- **TASK TO COMPLETE**
Go over the data and work out how many lines include the word "Calle". Give that number only.

- **Collected data**
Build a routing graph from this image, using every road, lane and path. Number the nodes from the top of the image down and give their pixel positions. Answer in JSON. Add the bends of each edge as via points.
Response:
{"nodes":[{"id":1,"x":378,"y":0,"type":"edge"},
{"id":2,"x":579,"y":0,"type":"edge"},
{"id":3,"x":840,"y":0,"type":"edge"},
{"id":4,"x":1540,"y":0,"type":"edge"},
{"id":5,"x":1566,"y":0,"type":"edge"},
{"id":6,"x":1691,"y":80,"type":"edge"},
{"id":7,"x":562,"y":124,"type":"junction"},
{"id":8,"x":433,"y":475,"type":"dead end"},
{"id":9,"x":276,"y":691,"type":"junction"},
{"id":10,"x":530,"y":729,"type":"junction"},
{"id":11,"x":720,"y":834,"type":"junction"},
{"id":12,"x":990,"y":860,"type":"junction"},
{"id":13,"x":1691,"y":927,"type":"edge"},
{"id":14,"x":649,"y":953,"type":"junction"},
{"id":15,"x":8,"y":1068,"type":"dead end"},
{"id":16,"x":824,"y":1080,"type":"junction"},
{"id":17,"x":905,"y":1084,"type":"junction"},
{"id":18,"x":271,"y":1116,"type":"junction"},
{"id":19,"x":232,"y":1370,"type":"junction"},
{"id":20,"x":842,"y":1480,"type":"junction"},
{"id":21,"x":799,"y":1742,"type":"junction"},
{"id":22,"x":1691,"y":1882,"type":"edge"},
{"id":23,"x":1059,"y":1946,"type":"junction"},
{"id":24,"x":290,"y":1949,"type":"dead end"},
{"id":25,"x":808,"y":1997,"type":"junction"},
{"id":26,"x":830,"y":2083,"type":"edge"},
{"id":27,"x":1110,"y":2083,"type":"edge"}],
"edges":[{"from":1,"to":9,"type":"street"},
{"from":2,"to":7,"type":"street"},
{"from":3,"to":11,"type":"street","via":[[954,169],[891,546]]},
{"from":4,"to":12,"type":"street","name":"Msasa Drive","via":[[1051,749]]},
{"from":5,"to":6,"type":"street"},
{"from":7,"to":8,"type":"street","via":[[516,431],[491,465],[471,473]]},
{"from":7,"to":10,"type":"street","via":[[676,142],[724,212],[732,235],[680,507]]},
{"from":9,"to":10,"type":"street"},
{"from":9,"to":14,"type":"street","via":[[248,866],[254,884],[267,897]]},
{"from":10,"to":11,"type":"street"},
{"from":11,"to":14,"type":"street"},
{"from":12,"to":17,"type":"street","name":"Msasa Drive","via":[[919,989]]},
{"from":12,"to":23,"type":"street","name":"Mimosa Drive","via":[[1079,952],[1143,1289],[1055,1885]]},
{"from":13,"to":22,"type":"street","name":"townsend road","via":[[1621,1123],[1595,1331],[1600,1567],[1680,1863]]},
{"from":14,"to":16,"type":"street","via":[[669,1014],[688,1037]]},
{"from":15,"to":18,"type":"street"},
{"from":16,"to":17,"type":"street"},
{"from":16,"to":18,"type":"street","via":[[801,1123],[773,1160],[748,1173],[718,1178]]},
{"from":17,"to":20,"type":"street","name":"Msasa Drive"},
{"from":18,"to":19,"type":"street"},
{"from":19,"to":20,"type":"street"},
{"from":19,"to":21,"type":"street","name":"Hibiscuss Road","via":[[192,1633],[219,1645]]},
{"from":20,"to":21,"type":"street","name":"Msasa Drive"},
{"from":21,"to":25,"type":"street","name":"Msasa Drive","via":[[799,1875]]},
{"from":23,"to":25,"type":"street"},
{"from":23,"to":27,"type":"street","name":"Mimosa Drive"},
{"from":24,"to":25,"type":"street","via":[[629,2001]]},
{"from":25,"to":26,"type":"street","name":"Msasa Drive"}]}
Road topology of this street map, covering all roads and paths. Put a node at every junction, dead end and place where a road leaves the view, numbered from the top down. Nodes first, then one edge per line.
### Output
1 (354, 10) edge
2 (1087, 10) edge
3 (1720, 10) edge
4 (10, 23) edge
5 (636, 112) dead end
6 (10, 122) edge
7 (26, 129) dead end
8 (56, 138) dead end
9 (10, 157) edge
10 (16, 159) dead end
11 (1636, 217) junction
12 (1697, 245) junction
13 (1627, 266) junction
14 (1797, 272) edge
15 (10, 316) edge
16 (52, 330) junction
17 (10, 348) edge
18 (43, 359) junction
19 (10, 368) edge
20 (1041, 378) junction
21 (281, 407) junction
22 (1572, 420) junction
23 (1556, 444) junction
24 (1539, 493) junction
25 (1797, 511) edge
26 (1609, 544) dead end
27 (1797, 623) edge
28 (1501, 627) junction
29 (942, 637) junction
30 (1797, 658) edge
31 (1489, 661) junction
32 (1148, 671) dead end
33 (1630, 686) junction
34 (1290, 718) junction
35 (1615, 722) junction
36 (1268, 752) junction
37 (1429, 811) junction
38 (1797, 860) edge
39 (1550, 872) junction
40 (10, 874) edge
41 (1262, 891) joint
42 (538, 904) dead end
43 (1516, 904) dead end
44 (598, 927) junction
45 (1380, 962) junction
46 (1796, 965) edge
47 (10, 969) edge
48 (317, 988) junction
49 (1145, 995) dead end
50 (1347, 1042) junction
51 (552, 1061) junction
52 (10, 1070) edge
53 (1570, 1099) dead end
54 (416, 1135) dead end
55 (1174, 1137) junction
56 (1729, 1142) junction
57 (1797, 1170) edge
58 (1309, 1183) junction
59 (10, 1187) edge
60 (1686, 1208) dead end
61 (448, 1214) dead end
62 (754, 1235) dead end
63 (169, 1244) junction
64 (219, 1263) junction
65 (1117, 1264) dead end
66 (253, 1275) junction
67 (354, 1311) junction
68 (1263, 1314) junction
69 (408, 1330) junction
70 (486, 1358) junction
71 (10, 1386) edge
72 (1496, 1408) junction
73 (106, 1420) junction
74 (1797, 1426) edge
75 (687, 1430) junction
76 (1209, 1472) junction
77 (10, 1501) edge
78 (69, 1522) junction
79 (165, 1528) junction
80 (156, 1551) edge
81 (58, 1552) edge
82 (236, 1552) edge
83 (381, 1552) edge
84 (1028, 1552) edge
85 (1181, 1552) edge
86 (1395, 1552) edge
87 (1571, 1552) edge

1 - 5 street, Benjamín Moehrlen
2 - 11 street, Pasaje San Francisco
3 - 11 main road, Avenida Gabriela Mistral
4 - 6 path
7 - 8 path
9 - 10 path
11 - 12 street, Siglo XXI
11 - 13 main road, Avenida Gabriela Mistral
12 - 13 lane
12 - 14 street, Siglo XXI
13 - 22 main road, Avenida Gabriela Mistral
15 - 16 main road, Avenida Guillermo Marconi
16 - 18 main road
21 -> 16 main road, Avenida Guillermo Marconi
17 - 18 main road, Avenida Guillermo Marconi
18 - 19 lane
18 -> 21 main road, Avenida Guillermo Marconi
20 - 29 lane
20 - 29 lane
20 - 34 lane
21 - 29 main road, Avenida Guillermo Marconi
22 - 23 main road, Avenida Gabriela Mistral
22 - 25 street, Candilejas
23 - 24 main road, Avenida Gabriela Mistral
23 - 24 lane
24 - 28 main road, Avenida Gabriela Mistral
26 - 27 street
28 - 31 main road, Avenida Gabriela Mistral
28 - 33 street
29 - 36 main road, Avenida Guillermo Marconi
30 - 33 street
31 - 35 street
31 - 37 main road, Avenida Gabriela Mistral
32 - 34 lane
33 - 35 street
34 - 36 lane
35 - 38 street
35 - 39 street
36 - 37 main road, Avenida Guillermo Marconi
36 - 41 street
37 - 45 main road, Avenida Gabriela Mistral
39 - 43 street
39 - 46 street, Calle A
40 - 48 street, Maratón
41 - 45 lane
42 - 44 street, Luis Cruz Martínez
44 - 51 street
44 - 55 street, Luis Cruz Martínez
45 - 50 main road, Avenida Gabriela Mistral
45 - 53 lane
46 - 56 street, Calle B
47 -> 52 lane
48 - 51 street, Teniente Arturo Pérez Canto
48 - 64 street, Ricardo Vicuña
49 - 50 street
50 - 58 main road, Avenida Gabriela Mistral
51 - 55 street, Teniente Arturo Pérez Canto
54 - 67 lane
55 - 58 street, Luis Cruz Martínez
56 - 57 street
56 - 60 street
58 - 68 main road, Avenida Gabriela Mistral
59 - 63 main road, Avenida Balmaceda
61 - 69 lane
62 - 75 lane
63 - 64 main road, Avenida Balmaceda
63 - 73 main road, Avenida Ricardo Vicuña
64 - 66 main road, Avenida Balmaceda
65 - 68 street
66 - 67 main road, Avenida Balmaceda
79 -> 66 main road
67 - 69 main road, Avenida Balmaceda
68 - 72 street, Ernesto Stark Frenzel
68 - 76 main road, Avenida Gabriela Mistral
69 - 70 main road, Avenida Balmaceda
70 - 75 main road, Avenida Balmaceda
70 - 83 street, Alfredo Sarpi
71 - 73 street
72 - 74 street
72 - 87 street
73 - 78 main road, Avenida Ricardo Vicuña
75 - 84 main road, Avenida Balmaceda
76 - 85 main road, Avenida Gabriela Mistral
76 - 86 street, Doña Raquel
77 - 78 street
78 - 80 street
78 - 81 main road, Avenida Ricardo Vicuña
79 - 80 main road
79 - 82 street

- **EXERCISE RESPONSE**
2